Your task -
Check every line in the listing below for "Manzanillo". Copy the ones where it occurs.

====

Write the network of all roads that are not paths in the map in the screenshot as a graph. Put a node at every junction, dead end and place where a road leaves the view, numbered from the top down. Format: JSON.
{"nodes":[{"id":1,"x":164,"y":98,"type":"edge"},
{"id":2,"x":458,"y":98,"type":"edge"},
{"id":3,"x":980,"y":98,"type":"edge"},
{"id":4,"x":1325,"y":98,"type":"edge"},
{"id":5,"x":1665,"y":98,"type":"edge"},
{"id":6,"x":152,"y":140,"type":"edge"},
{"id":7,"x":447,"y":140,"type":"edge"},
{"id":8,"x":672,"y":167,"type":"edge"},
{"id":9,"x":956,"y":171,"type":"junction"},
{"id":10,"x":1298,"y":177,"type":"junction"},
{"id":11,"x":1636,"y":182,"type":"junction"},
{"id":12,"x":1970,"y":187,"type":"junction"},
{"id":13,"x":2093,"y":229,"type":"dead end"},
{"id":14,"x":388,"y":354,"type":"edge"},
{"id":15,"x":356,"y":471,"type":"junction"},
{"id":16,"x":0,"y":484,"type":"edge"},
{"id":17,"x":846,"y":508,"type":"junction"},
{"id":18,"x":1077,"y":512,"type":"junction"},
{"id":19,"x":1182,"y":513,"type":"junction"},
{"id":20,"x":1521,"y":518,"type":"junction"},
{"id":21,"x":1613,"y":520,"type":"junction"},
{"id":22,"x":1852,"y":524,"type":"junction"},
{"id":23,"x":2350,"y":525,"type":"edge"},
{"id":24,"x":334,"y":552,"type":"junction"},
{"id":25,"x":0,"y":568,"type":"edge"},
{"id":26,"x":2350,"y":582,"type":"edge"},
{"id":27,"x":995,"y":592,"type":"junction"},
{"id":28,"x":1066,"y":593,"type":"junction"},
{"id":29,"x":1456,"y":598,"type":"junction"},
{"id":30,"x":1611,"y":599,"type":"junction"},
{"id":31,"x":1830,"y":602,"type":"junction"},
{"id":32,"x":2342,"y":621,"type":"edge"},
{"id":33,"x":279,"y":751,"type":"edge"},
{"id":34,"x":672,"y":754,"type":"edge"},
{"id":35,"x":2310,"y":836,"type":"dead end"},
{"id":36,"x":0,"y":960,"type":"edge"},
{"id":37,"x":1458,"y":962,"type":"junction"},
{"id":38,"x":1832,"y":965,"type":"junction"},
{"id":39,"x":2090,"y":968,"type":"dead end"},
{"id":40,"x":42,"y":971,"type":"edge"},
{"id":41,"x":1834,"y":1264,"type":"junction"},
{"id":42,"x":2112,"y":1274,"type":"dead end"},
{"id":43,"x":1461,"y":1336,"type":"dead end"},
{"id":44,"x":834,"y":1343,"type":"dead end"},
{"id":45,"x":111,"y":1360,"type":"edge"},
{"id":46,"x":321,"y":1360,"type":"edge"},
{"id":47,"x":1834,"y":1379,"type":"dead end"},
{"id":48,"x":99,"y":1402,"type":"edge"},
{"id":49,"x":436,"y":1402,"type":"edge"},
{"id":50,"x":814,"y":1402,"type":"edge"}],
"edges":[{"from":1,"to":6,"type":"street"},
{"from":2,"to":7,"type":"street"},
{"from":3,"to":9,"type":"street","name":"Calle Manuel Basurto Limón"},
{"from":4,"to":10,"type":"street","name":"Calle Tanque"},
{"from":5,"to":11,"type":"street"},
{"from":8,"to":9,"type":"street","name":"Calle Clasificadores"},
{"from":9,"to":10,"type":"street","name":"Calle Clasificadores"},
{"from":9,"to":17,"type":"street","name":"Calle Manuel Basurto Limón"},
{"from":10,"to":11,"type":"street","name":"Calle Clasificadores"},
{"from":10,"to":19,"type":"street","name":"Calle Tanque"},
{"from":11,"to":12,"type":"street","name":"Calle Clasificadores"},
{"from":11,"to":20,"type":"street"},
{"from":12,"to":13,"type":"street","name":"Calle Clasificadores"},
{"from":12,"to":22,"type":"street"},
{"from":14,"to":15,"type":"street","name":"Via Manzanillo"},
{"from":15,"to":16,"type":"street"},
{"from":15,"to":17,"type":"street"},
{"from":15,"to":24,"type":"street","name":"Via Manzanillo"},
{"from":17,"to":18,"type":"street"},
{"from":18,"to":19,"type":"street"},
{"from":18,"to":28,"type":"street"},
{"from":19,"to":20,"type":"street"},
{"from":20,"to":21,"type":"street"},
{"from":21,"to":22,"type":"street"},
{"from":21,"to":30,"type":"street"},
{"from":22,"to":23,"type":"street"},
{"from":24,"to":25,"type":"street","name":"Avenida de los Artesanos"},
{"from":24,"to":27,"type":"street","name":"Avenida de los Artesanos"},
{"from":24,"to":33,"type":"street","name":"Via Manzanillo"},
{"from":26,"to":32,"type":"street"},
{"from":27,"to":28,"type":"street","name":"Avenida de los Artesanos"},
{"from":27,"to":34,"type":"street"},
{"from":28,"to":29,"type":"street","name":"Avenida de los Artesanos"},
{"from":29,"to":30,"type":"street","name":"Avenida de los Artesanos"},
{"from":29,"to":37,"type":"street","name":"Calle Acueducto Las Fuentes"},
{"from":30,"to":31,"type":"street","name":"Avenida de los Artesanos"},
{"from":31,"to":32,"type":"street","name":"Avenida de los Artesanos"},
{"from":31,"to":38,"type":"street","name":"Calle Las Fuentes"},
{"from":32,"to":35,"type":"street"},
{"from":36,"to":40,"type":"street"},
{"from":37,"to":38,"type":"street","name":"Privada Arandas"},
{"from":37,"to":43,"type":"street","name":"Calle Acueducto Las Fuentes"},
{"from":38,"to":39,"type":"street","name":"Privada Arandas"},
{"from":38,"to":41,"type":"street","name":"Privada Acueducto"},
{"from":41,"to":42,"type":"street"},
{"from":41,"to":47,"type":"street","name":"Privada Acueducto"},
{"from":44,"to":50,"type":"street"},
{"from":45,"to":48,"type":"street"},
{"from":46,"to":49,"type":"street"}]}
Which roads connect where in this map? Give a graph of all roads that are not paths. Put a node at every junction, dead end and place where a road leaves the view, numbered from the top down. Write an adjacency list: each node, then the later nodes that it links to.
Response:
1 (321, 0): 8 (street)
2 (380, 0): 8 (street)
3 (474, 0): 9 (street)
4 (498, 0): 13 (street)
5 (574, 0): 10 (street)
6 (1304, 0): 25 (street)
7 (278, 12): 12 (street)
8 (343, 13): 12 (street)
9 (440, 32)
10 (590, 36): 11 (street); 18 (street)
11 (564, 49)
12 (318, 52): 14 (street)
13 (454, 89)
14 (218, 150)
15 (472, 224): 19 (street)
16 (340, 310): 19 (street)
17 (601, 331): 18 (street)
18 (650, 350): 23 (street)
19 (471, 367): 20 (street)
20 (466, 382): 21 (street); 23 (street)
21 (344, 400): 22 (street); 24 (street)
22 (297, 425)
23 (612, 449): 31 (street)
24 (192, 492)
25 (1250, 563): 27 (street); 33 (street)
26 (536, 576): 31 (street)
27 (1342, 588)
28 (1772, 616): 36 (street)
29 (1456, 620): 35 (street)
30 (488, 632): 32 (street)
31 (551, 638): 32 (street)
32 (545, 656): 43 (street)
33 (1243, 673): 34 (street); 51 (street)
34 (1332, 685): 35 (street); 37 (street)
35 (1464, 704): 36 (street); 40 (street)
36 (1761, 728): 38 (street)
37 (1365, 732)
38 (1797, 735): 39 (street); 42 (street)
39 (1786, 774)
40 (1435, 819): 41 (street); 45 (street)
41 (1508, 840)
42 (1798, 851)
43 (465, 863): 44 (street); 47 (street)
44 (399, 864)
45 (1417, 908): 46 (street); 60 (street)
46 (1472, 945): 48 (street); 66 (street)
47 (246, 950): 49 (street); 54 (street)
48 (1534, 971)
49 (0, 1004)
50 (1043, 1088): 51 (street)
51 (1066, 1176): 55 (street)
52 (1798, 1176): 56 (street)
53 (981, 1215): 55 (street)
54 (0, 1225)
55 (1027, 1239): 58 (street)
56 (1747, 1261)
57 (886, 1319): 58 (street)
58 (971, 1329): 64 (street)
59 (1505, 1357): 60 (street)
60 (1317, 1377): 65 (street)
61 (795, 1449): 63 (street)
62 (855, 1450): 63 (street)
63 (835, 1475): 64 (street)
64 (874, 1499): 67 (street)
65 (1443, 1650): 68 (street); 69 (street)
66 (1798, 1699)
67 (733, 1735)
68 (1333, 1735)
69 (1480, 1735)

====

Response -
{"from":14,"to":15,"type":"street","name":"Via Manzanillo"},
{"from":15,"to":24,"type":"street","name":"Via Manzanillo"},
{"from":24,"to":33,"type":"street","name":"Via Manzanillo"},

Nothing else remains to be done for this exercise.